Each year, more than 1,200 adults attend AAMA Adelante classes and approximately 200 students receive the GED certificate in graduation ceremonies held in February and August.
Through these courses, students move forward to better opportunities for themselves and their families. And many, like Isabel, are inspired to become leaders.
A resident of Houston’s East End for nearly two decades, Isabel had heard about AAMA, but didn’t know much about it. When her son Belisario began having trouble in high school, she thought AAMA might be able to help and decided to learn more.

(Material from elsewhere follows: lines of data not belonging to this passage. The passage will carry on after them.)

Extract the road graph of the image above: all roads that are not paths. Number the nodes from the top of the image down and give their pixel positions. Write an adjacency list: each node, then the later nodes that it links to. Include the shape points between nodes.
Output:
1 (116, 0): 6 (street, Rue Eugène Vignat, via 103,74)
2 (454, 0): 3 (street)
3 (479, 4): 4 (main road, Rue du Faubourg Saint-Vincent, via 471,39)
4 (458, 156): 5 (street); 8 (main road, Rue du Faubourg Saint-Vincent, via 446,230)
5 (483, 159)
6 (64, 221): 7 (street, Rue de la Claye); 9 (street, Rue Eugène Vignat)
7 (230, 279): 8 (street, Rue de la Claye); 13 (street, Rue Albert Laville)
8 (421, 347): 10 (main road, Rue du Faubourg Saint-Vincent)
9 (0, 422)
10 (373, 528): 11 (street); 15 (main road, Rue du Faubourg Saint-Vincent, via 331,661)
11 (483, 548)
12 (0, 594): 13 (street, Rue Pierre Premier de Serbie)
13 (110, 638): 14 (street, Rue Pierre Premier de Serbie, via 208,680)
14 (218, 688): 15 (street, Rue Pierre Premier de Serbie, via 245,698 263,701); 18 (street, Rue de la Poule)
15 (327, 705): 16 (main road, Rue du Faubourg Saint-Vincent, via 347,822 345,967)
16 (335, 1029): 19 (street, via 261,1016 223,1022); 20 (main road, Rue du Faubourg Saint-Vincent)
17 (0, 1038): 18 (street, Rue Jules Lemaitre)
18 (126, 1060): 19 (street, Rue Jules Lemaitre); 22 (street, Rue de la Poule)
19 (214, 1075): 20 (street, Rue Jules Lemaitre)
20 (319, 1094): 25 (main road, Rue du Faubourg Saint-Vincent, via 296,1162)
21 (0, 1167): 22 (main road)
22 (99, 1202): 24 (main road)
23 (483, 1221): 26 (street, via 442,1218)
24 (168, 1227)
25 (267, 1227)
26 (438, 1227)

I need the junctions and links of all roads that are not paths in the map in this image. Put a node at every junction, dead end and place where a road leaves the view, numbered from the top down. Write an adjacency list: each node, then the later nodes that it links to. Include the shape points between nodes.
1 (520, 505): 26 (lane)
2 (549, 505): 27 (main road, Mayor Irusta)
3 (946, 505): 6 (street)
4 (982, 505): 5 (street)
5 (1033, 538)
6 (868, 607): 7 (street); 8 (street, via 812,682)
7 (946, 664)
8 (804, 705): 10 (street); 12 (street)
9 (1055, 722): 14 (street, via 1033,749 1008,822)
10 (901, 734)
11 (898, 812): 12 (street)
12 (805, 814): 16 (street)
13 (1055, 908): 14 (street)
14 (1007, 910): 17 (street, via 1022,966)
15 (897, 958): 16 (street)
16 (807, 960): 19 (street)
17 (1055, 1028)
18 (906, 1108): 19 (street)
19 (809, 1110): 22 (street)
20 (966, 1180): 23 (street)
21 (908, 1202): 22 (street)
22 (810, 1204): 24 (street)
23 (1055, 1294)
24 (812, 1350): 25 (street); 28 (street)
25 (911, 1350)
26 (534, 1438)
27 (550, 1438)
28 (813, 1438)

“He needed his GED and nowhere else was working,” she said. So Belisario enrolled in AAMA’s GED program and, in spite of the challenging classes, he earned his GED within three months. His mother was so impressed with his success that she enrolled in the same class with the same teacher, Wendell Webster, a few years later.
Although her English skills were limited, she was determined to complete the course in English instead of Spanish. “I wanted to understand my kids at the dinner table,” Isabel said. She credits her teacher for encouraging her when the work was hard and helping her to reach her goal.

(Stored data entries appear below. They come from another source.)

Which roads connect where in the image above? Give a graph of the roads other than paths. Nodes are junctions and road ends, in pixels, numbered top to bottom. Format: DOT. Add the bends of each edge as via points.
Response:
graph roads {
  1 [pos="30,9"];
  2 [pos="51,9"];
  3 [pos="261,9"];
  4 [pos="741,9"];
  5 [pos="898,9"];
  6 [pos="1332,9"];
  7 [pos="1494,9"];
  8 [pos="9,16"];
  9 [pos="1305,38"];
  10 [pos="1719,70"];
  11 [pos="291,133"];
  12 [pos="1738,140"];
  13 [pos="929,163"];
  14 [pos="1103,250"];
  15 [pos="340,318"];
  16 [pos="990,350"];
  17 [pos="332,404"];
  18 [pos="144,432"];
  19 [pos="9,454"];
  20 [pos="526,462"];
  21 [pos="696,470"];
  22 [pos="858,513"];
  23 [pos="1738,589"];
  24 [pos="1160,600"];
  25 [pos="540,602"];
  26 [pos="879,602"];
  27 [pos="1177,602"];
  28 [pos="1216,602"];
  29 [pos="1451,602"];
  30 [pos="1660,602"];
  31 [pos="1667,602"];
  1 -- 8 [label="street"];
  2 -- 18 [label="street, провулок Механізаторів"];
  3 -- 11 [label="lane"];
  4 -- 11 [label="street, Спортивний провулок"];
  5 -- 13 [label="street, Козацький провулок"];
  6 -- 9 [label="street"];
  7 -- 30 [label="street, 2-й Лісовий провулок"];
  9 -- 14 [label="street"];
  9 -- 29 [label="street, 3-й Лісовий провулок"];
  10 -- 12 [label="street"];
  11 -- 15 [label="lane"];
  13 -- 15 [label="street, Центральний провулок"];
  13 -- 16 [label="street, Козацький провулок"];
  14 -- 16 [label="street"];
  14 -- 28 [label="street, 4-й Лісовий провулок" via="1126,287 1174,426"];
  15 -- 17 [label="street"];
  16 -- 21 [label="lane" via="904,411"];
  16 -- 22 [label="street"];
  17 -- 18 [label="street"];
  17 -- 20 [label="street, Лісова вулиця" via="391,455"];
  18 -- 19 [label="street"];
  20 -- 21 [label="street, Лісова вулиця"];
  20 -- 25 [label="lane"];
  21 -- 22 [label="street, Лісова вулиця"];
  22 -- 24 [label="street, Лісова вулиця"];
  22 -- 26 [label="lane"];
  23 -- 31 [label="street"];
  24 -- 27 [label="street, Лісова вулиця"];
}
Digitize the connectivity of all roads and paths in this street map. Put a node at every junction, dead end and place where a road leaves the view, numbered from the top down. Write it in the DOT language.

And when Isabel walked across the stage with 100 other AAMA GED graduates, her sister-in-law Jessica decided she could do it too. The next semester, Jessica was in Webster’s GED class. At first she struggled, but she too persevered and completed the program in just a few months. At AAMA’s next GED graduation, Jessica walked across the stage as class valedictorian.
Both Isabel and Jessica plan to continue their education at local colleges. While Isabel’s ultimate goal is to be a teacher, she is quick to point out that enrolling in that first class at AAMA was a very personal decision.
“People had always told me I should go to school,” Isabel said. “But I did it for myself. That’s very important.”